- _Task to carry out_:
Search the records for the string "Promowa", then copy each line where it appears.
((
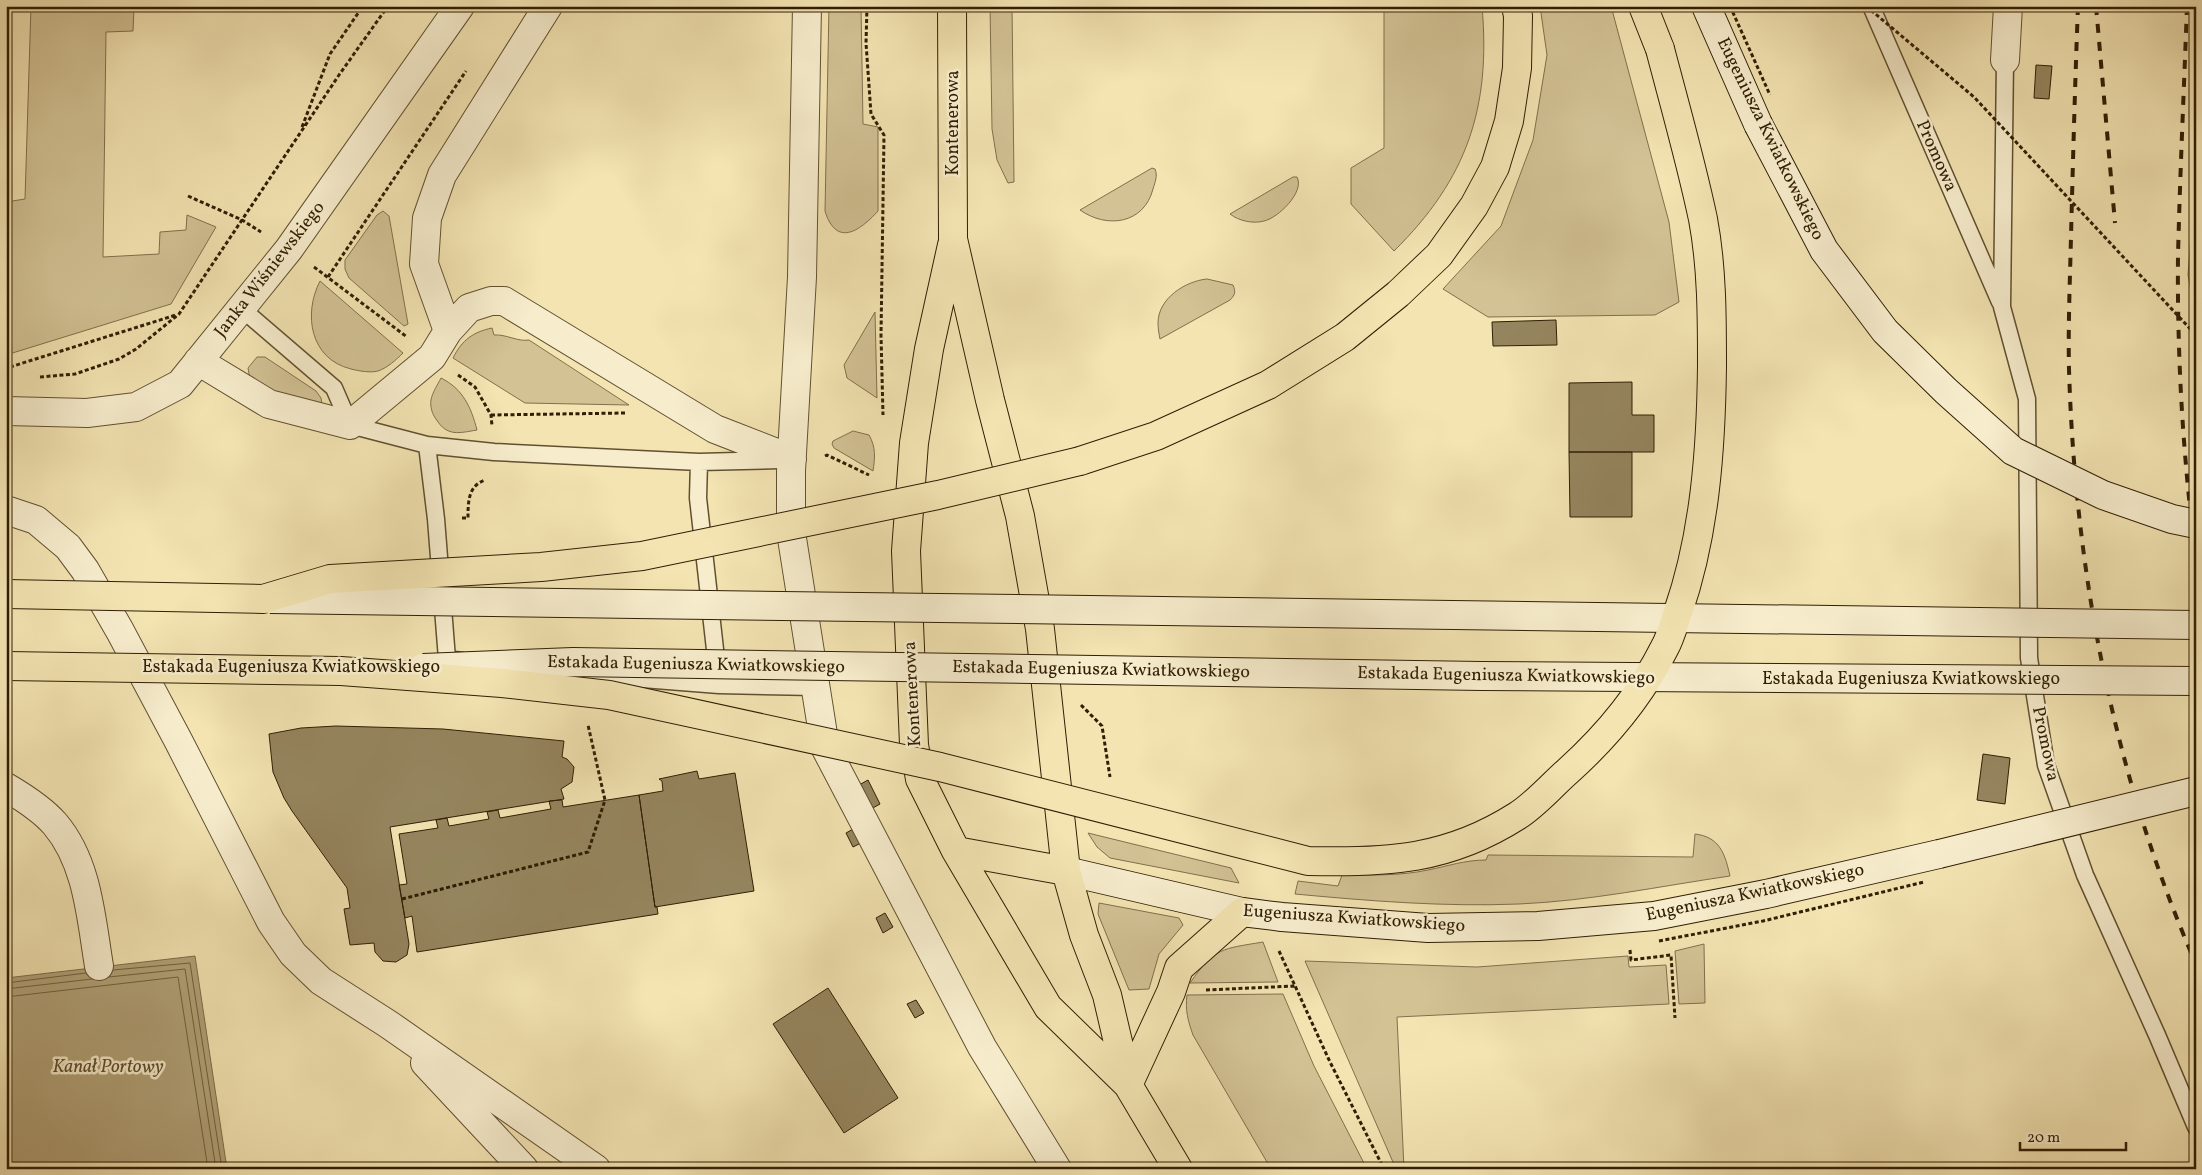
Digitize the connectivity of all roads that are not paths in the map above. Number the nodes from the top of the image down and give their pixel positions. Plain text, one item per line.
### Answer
1 (460, 6) edge
2 (548, 6) edge
3 (807, 6) edge
4 (952, 6) edge
5 (1643, 6) edge
6 (1706, 6) edge
7 (1870, 6) edge
8 (2008, 6) edge
9 (1517, 11) edge
10 (2005, 60) joint
11 (953, 239) junction
12 (2002, 306) junction
13 (241, 308) junction
14 (448, 331) junction
15 (198, 361) junction
16 (7, 400) edge
17 (350, 425) junction
18 (427, 445) junction
19 (792, 459) junction
20 (699, 462) junction
21 (6, 510) edge
22 (2196, 524) edge
23 (6, 594) edge
24 (263, 599) junction
25 (2196, 625) edge
26 (6, 666) edge
27 (341, 671) junction
28 (2196, 681) edge
29 (718, 685) junction
30 (815, 688) junction
31 (6, 786) edge
32 (2196, 791) edge
33 (956, 852) junction
34 (1066, 871) junction
35 (1242, 912) junction
36 (99, 966) dead end
37 (388, 1024) junction
38 (1128, 1085) junction
39 (2196, 1126) edge
40 (524, 1169) edge
41 (596, 1169) edge
42 (1057, 1169) edge
43 (1178, 1169) edge

1 - 13 main road, Janka Wiśniewskiego
2 - 14 main road
3 - 19 main road
4 - 11 highway, Kontenerowa
5 - 27 highway, bridge
6 - 22 main road, Eugeniusza Kwiatkowskiego, bridge
7 - 12 lane, Promowa
8 - 10 main road, Promowa
9 - 24 highway, bridge
10 - 12 lane, Promowa
11 - 33 highway, Kontenerowa
11 - 34 highway, Kontenerowa
12 - 39 lane, Promowa
13 - 15 main road, Janka Wiśniewskiego
13 - 17 lane
14 - 17 main road
14 - 19 main road
15 - 16 main road, Janka Wiśniewskiego
15 - 17 main road
17 - 18 lane
18 - 20 lane
18 - 29 lane
19 - 20 lane
19 - 30 main road
20 - 29 lane
21 - 37 main road
23 - 24 highway, bridge
24 - 25 main road, bridge
26 - 27 highway, Estakada Eugeniusza Kwiatkowskiego, bridge
27 - 28 main road, Estakada Eugeniusza Kwiatkowskiego, bridge
29 - 30 lane
30 - 42 main road
31 - 36 main road
32 - 35 main road, Eugeniusza Kwiatkowskiego, bridge
33 - 34 highway
33 - 38 highway, Kontenerowa
34 - 35 main road, Eugeniusza Kwiatkowskiego
34 - 38 highway, Kontenerowa
35 - 38 highway
37 - 40 main road
37 - 41 main road
38 - 43 highway, Kontenerowa

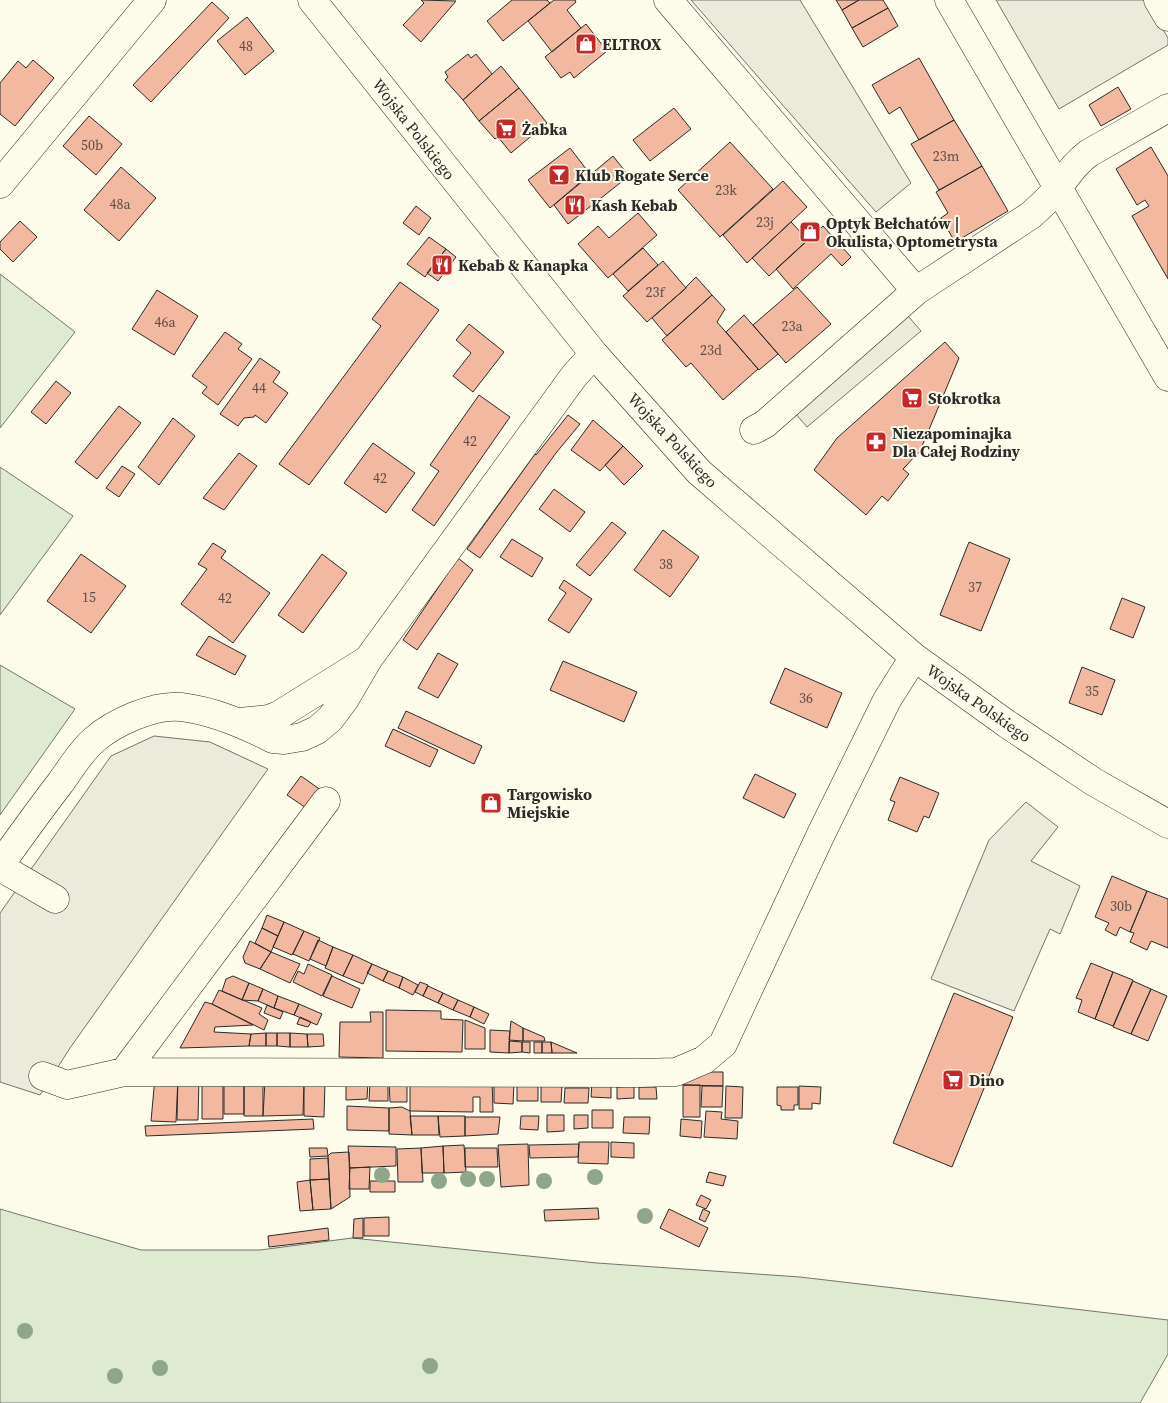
))
- _Final answer_:
7 - 12 lane, Promowa
8 - 10 main road, Promowa
10 - 12 lane, Promowa
12 - 39 lane, Promowa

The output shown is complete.